Three concrete failures emerge the moment real traffic shows up:
Sarah follows 200 people. To build her timeline, the DB must touch 200 user-partitions, sort their recent tweets by time, and return the top 20. Now imagine Raj follows 5,000 people — his query touches 5,000 partitions for a single page-view. With 200M DAU each refreshing 7 times a day, that's billions of multi-partition fan-in queries per day. No DB survives this.
A single MySQL instance handles roughly 5K-10K simple queries/sec. We need 325,000. Even with read replicas, the timeline query above hits dozens of partitions per request — multiplying the underlying DB load by 10×-50×. CPU pegs at 100%, p99 latency goes from 5ms to 5 seconds, every Twitter user's app feels broken.
1,150 tweet inserts/sec sounds tiny next to 325K reads — until you realize they share the same DB. Write contention on indexes (especially the timestamp index every timeline query depends on) makes both sides slower. A single celebrity tweet can lock indexes for milliseconds and ripple latency across thousands of in-flight reads.

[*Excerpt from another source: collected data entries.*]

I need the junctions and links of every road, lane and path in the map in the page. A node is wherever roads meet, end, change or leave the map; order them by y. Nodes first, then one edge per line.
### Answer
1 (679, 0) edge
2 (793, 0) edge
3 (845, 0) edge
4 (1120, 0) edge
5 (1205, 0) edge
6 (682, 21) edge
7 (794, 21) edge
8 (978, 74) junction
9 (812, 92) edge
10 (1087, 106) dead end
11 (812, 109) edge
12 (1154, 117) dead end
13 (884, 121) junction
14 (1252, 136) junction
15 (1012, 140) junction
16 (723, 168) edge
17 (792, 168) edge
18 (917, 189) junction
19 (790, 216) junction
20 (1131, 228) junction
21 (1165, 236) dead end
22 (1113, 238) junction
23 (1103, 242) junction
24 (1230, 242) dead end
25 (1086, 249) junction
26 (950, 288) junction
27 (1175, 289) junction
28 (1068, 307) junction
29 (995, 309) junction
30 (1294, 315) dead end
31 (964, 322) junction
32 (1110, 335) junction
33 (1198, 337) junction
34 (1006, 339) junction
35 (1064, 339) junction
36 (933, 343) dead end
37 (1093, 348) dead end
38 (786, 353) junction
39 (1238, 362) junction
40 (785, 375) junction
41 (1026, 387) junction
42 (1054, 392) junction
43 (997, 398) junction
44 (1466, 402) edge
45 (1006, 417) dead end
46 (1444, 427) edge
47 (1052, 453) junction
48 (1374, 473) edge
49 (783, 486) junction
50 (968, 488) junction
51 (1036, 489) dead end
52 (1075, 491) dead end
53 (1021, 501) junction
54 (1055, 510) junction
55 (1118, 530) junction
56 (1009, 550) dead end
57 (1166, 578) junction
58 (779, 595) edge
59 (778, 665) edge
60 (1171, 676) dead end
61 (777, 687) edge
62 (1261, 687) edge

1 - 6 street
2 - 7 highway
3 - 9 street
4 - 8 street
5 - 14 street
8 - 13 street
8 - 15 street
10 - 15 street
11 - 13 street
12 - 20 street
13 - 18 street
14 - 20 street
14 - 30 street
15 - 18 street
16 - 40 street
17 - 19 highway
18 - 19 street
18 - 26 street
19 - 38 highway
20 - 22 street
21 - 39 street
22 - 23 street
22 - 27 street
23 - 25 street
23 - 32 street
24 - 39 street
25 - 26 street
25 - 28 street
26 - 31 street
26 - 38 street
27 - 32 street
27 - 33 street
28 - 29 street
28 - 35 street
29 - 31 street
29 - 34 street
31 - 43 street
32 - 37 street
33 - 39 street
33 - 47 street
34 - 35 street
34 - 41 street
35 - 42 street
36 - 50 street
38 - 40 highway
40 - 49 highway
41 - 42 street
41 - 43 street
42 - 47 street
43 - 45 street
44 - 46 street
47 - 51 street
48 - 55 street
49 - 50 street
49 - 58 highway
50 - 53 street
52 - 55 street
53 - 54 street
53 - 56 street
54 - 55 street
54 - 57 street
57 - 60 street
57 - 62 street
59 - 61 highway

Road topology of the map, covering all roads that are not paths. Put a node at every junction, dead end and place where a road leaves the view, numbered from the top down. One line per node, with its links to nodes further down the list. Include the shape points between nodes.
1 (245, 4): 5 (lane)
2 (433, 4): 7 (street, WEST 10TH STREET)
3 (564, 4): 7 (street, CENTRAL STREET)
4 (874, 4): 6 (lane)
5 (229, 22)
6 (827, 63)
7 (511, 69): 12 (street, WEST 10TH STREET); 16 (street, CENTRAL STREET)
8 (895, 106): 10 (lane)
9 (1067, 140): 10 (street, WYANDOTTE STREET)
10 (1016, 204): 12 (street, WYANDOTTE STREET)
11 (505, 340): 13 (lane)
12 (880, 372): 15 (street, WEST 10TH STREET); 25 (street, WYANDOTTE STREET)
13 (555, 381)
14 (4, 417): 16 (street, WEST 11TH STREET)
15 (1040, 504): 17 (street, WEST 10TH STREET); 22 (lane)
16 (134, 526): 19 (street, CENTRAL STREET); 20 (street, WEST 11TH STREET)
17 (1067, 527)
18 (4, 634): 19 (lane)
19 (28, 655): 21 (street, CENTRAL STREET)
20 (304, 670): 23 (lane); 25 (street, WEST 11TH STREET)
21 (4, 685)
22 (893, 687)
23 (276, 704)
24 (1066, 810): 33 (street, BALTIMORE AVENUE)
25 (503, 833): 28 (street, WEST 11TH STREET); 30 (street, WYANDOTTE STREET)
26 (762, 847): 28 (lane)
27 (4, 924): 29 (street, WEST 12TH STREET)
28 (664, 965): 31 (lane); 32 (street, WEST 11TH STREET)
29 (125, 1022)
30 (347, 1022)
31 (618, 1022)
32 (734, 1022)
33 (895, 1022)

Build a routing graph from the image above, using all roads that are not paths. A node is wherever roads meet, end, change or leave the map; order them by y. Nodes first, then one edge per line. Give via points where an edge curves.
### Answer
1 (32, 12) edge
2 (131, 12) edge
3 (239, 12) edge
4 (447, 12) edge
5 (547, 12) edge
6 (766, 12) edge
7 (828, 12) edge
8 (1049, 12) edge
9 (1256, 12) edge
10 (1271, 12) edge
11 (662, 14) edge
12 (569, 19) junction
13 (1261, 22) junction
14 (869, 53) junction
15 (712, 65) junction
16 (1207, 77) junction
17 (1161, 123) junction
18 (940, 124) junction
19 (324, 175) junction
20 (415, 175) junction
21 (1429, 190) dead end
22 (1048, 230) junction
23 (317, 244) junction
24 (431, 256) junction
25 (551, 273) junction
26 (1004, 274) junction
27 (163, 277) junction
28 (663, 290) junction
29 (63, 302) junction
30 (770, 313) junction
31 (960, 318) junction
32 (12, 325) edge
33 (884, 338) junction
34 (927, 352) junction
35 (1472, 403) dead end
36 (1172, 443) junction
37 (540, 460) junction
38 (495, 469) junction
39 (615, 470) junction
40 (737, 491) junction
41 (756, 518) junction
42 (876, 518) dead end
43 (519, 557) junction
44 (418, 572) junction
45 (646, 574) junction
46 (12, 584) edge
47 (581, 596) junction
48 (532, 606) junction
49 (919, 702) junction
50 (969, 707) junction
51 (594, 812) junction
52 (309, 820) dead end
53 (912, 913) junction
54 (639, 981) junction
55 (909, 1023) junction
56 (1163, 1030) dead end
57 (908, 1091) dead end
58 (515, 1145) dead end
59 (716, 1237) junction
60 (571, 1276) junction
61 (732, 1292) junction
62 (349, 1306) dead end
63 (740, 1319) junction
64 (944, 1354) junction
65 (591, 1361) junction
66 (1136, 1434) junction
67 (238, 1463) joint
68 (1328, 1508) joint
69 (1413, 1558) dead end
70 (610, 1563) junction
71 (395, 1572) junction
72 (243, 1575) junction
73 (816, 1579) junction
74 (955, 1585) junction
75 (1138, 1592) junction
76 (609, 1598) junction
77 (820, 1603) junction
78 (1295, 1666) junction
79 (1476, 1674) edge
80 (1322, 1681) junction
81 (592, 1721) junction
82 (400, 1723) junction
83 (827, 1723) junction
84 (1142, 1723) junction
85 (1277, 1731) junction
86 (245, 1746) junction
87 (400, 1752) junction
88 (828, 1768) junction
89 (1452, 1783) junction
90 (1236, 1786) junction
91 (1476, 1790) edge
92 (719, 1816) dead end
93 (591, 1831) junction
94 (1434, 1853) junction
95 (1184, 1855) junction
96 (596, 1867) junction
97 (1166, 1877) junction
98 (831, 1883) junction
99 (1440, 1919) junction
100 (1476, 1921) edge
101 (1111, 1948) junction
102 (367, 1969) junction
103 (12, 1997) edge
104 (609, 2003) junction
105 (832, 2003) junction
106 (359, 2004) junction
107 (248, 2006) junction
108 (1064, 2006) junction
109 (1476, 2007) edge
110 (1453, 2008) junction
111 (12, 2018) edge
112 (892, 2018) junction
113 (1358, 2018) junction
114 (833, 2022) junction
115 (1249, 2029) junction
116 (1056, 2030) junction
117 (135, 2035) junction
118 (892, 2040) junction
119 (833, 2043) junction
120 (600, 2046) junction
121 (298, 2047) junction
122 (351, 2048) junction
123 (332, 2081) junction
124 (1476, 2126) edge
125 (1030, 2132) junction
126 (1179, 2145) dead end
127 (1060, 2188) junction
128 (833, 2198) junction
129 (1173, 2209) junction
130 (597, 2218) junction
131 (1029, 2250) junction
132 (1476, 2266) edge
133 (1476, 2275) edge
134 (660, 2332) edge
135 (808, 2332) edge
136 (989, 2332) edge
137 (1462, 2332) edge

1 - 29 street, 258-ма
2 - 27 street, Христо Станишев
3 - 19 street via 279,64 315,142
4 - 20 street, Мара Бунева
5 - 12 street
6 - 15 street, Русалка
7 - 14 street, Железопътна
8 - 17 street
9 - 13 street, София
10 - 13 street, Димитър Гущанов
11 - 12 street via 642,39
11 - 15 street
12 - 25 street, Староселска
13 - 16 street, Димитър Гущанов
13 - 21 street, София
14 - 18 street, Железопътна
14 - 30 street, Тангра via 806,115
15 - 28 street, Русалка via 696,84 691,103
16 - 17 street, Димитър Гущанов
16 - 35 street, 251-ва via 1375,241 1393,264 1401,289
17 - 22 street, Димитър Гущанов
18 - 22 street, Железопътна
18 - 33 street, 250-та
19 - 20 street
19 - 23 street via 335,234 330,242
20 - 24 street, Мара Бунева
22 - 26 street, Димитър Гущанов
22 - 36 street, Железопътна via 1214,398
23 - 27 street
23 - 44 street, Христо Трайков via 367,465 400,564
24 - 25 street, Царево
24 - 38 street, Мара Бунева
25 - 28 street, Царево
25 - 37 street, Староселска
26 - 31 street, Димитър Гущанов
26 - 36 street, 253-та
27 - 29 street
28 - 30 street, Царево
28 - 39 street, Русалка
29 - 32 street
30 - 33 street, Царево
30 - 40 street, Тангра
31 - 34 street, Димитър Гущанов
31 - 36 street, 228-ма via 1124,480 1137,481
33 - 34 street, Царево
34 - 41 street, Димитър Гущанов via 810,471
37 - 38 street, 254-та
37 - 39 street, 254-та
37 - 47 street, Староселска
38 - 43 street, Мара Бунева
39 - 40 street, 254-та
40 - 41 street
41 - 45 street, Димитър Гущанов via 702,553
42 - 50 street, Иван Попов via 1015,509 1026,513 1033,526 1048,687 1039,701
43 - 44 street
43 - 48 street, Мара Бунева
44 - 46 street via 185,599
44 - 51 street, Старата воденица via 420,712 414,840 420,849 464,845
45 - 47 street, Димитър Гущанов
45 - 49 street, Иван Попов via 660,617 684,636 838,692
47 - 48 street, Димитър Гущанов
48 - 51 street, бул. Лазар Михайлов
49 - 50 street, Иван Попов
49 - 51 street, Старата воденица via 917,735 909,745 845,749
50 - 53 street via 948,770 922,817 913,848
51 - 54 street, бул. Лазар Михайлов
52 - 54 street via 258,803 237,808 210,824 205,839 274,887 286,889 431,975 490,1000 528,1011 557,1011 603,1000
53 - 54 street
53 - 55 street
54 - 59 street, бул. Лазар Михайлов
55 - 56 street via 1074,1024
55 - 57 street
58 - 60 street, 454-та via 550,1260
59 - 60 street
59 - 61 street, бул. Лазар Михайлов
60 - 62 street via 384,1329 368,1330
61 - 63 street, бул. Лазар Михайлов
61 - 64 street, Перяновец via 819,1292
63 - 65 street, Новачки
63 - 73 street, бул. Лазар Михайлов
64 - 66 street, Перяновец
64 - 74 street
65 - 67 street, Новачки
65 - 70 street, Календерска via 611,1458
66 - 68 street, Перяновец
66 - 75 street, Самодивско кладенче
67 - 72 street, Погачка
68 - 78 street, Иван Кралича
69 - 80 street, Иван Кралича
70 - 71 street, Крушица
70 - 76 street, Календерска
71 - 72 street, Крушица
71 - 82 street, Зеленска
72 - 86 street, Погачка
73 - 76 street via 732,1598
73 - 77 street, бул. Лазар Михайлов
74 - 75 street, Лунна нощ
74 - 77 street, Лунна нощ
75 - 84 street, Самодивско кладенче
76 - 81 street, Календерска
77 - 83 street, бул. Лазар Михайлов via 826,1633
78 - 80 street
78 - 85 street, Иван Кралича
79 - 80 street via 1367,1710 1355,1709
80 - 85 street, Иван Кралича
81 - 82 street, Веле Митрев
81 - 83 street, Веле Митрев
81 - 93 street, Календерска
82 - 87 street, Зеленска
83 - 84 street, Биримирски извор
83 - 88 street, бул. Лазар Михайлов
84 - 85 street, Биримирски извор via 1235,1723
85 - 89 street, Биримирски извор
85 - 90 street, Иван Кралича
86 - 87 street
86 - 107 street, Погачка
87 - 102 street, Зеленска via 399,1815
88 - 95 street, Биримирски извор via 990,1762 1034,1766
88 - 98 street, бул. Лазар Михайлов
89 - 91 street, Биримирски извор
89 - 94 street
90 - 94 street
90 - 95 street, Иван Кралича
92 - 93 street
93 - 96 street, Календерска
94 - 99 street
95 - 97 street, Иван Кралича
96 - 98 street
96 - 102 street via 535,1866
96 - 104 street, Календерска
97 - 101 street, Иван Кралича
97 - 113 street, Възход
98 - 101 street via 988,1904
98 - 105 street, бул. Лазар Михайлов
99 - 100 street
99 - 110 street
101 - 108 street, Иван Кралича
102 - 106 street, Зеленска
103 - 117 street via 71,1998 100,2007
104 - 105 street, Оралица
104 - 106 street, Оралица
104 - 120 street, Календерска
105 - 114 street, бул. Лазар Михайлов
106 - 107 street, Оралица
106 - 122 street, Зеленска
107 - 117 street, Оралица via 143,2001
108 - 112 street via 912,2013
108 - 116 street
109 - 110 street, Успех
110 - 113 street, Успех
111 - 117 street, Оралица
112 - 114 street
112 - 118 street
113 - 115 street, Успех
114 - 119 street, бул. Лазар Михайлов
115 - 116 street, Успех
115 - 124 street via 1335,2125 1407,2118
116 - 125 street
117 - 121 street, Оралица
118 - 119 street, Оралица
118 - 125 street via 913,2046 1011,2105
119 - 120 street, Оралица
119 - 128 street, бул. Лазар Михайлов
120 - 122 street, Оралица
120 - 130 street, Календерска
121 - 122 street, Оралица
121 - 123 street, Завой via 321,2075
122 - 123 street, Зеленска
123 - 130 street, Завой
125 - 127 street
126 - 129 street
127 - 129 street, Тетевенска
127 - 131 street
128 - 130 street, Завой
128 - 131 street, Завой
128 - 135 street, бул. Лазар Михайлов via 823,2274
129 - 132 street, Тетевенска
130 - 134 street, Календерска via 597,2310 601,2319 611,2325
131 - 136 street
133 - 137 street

The single most important insight in this design comes from the read/write ratio in §3. Timelines are read 280× more often than tweets are written. So instead of computing the timeline at read time (expensive, repeated), compute it once at write time and cache it. When Sarah posts a tweet, push it into the pre-built timelines of every one of her followers. When Raj opens the app, his timeline is already assembled — read it from a single cache key in 5ms.
On tweet, look up all of the author's followers and write the new tweet_id into each follower's timeline cache. Read becomes O(1): grab the cached list of tweet_ids, hydrate them, return. This is the classic "do work at write time so reads are free" trade.
Breaks for celebrities. Elon has 100M followers. One tweet from him would trigger 100 million cache writes in a few seconds — overwhelming the fan-out workers and causing huge latency spikes for everyone else's tweets behind his in the queue.
Don't fan out anything at write time. At read time, query each followed user's recent tweets and merge. Cheap writes, expensive reads. This is the naive design from Pass 1.
Doesn't scale for normal users (200 fan-in per refresh × 200M DAU × 7 refreshes/day) — exactly the problem we just rejected.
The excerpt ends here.